Spalancò la porta e uscì sotto il portico prima di intravedere una sagoma che scendeva le scale dell'ingresso.

-Hei!-

Le ci vollero circa cinque secondi per capire che non si trattava di Buffy e altri cinque per capire che aprire la porta e uscire al buio sul portico senza prima accertarsi dell'identità del visitatore era stata una mossa per lo meno avventata. Soprattutto a Sunnydale. Soprattutto di notte.

-Hei-

Dawn deglutì faticosamente, le sembrava di avere in gola della carta vetrata. Erano in stallo. Lui sul secondo gradino della scala e lei con la porta aperta alle spalle. Solo pochi passi e sarebbe stata di nuovo al sicuro, oltre la soglia di casa. Solo pochi passi e lui avrebbe potuto raggiungerla, senza difficoltà.

Lo sentì girarsi verso di lei e mentre il vento si alzava intorno a loro le nuvole cominciarono a correre nel cielo notturno scoprendo per qualche istante la luna piena. La luce fredda e lattea illuminò in pieno il volto del visitatore notturno scoprendone le linee nette e decise, giocando con le ombre per farlo apparire ancora più squadrato e rivelando il solco di una cicatrice che gli attraversava una guancia. I capelli gli ricadevano sulla fronte con una casualità che rivelava una certa noncuranza così come la barba non rasata. Di certo dimostrava più degli anni che aveva e i suoi occhi scuriti dal buio sembravano pozze d'acqua intorbidita dal passaggio di troppe tempeste.

Un nome le vagava nella mente ma le sembrava all'improvviso fuori luogo, inadeguato alla creatura che le stava davanti. Eppure lo pronunciò comunque.

-Riley-

L'uomo le sorrise nel buio, risalendo gli ultimi due scalini fino a torreggiare su di lei.

-Chi non muore si rivede-

+ + +

Note Nerd:

Musashi è tornato!
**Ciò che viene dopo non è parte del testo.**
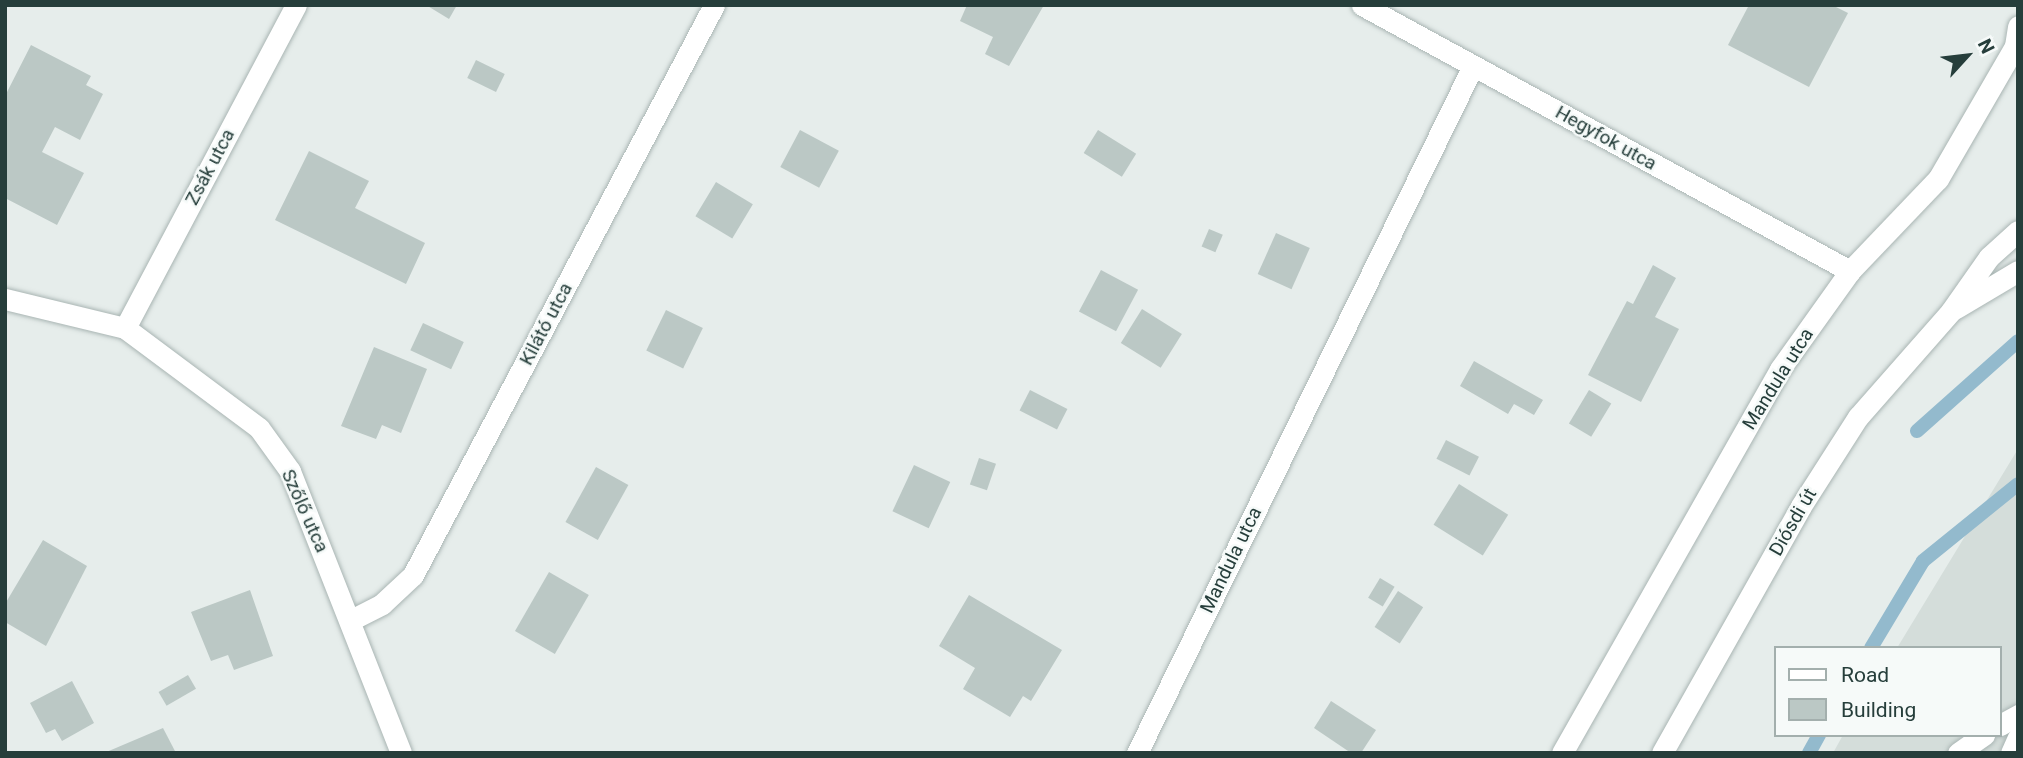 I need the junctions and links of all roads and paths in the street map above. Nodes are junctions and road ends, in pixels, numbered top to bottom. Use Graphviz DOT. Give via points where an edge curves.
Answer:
graph roads {
  1 [pos="296,5"];
  2 [pos="714,5"];
  3 [pos="1362,5"];
  4 [pos="2018,26"];
  5 [pos="1473,66"];
  6 [pos="2018,232"];
  7 [pos="1850,271"];
  8 [pos="2018,271"];
  9 [pos="5,299"];
  10 [pos="1951,311"];
  11 [pos="125,328"];
  12 [pos="351,620"];
  13 [pos="2018,715"];
  14 [pos="2002,724"];
  15 [pos="1981,737"];
  16 [pos="2018,737"];
  17 [pos="401,753"];
  18 [pos="1138,753"];
  19 [pos="1562,753"];
  20 [pos="1662,753"];
  21 [pos="1958,753"];
  22 [pos="2011,753"];
  1 -- 11 [label="street, Zsák utca"];
  2 -- 12 [label="street, Kilátó utca" via="413,575 382,604"];
  3 -- 5 [label="street, Hegyfok utca"];
  4 -- 7 [label="street, Mandula utca" via="2015,46 1938,179"];
  5 -- 7 [label="street, Hegyfok utca"];
  5 -- 18 [label="street, Mandula utca"];
  6 -- 10 [label="street, Diósdi út" via="1989,257"];
  7 -- 19 [label="street, Mandula utca" via="1780,369"];
  8 -- 10 [label="street, Diósdi út"];
  9 -- 11 [label="street, Szőlő utca"];
  10 -- 20 [label="street, Diósdi út" via="1858,417 1801,506"];
  11 -- 12 [label="street, Szőlő utca" via="259,428 290,471"];
  12 -- 17 [label="street, Szőlő utca"];
  13 -- 14 [label="street"];
  15 -- 21 [label="street"];
  16 -- 22 [label="street"];
}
Bè almeno è tornato un suo erede. E finalmente ci ha protato qualche risposta sulle origini e lo spirito della spada...

E finalmente è arrivata quella scena. *Quella* scena direbbe la cara Carmilla con tono felicemente sorpreso. Avevo detto che sarebbe successo qualcosa di determinante per Spike e Buffy...e io non mento mai...

Dai che in fondo ve lo aspettavate il ritorno di Riley. Del resto il nostro Big Finn non aveva forse detto che era ora di tornare a casa?